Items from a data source
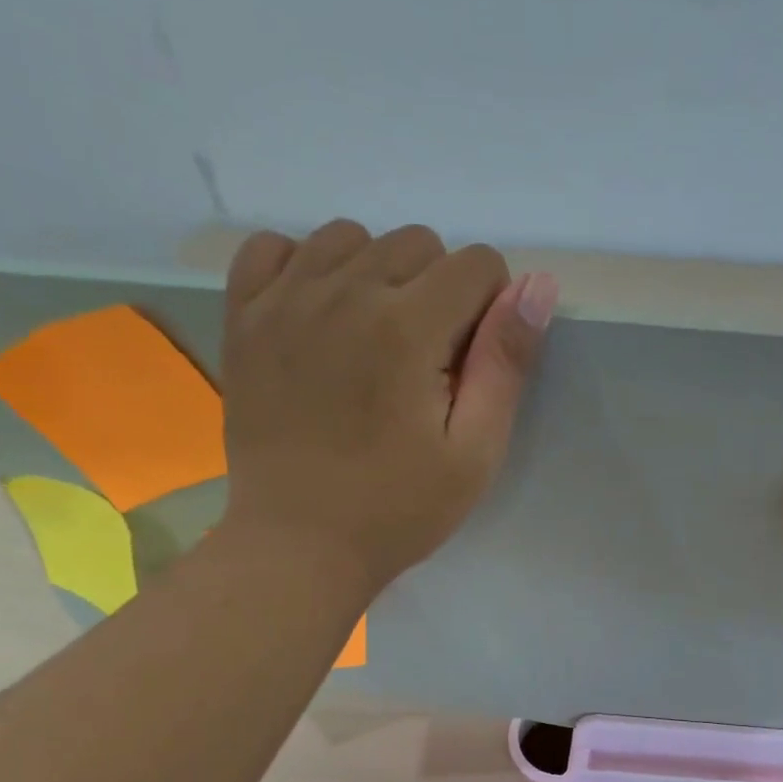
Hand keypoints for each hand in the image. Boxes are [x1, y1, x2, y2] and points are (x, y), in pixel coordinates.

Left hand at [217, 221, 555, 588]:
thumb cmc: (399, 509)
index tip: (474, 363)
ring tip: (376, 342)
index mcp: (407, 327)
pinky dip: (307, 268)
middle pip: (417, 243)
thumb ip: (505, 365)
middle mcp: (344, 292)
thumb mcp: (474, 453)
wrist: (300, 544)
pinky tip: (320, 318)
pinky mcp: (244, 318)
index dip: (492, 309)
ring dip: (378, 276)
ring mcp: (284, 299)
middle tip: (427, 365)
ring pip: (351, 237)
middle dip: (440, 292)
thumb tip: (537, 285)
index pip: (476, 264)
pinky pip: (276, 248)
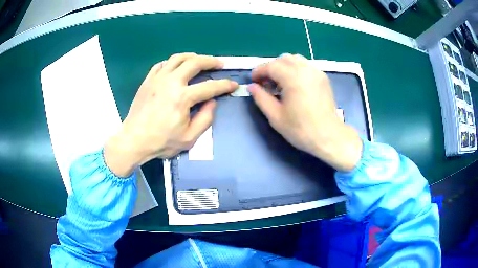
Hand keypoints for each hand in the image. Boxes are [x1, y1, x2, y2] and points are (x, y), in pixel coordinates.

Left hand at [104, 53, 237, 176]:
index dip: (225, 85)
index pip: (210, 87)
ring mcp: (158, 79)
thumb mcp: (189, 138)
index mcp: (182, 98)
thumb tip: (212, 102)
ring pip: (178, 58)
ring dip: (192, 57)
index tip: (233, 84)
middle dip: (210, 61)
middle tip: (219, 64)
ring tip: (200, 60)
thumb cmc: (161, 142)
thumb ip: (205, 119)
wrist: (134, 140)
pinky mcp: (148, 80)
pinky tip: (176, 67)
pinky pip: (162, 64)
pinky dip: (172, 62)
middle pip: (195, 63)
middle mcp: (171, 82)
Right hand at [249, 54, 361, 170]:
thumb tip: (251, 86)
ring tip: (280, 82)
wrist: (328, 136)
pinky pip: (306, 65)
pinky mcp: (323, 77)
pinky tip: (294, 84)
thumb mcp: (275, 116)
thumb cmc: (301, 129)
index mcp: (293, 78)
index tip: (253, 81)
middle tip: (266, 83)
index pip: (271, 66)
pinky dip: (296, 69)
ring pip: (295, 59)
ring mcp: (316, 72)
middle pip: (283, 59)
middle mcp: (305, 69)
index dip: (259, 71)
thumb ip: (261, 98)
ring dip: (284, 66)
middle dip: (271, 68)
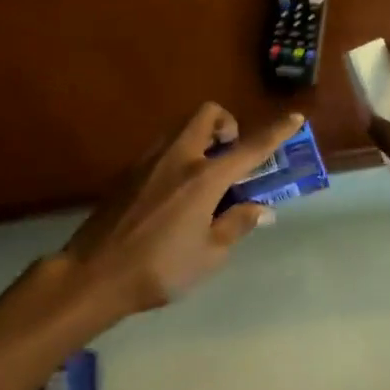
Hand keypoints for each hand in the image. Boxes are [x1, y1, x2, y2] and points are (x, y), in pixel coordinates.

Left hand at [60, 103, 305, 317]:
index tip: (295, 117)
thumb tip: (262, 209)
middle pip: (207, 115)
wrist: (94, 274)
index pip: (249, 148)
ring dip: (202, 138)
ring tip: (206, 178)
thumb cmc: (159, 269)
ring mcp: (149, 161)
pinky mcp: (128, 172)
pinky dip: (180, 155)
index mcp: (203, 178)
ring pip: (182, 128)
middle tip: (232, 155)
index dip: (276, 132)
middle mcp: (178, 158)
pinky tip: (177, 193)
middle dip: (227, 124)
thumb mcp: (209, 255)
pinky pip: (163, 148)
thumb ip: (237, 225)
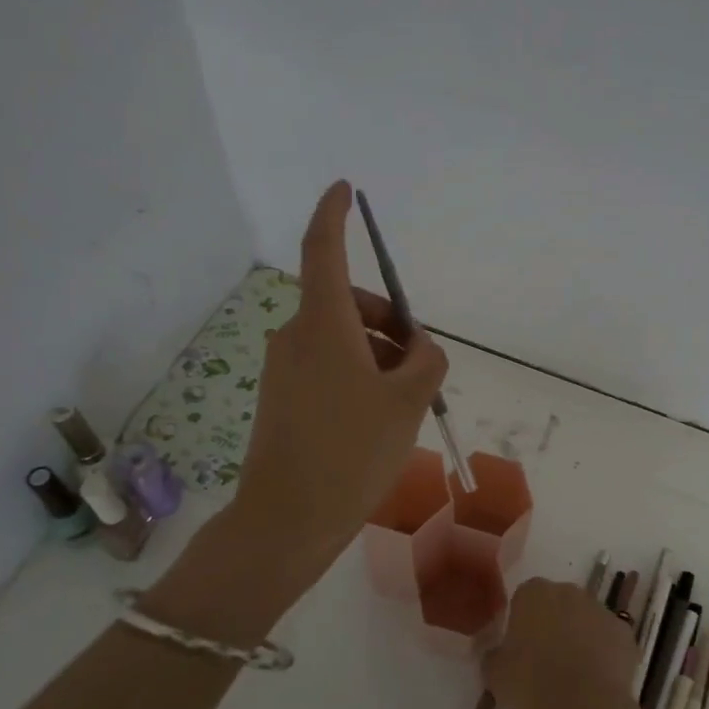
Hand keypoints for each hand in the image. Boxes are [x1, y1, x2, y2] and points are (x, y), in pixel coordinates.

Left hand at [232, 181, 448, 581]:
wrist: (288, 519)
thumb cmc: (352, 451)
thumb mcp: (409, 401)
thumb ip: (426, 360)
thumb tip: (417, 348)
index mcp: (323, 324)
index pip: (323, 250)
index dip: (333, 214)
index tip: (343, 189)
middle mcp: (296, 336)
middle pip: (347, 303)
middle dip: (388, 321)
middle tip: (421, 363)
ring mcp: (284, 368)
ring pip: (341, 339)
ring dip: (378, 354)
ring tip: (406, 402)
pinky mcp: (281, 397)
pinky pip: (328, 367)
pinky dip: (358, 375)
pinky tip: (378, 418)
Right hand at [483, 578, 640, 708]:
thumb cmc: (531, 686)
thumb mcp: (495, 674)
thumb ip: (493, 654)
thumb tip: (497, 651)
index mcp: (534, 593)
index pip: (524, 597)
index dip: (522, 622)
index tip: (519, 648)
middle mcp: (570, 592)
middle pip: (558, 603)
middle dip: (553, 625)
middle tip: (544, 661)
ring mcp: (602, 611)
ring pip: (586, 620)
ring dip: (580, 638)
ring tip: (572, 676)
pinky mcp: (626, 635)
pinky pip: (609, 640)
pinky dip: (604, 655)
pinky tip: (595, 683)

* _What to produce_: Reproduce exactly the lines of the data above that run from the line with "middle tip: (266, 83)" down to the line with "ring mcp: (149, 161)", both ends included. Pictures do not belong in the copy.

* _Response to this task_:
middle tip: (266, 83)
index pip: (271, 66)
pinky dip: (296, 69)
ring pip: (295, 59)
ring mcp: (316, 72)
middle pip: (283, 59)
middle mcp: (305, 69)
index dip: (259, 71)
thumb ip: (261, 98)
ring dip: (284, 66)
middle dip: (271, 68)
Hand keypoints for each hand in the image. Boxes are [x1, y1, x2, y2] and points are (x, y), in pixel coordinates.

Left hand at [60, 103, 305, 317]:
index tip: (295, 117)
thumb tip: (262, 209)
middle pip: (207, 115)
wrist: (94, 274)
index pip: (249, 148)
ring dip: (202, 138)
ring tip: (206, 178)
thumb cmc: (159, 269)
ring mcp: (149, 161)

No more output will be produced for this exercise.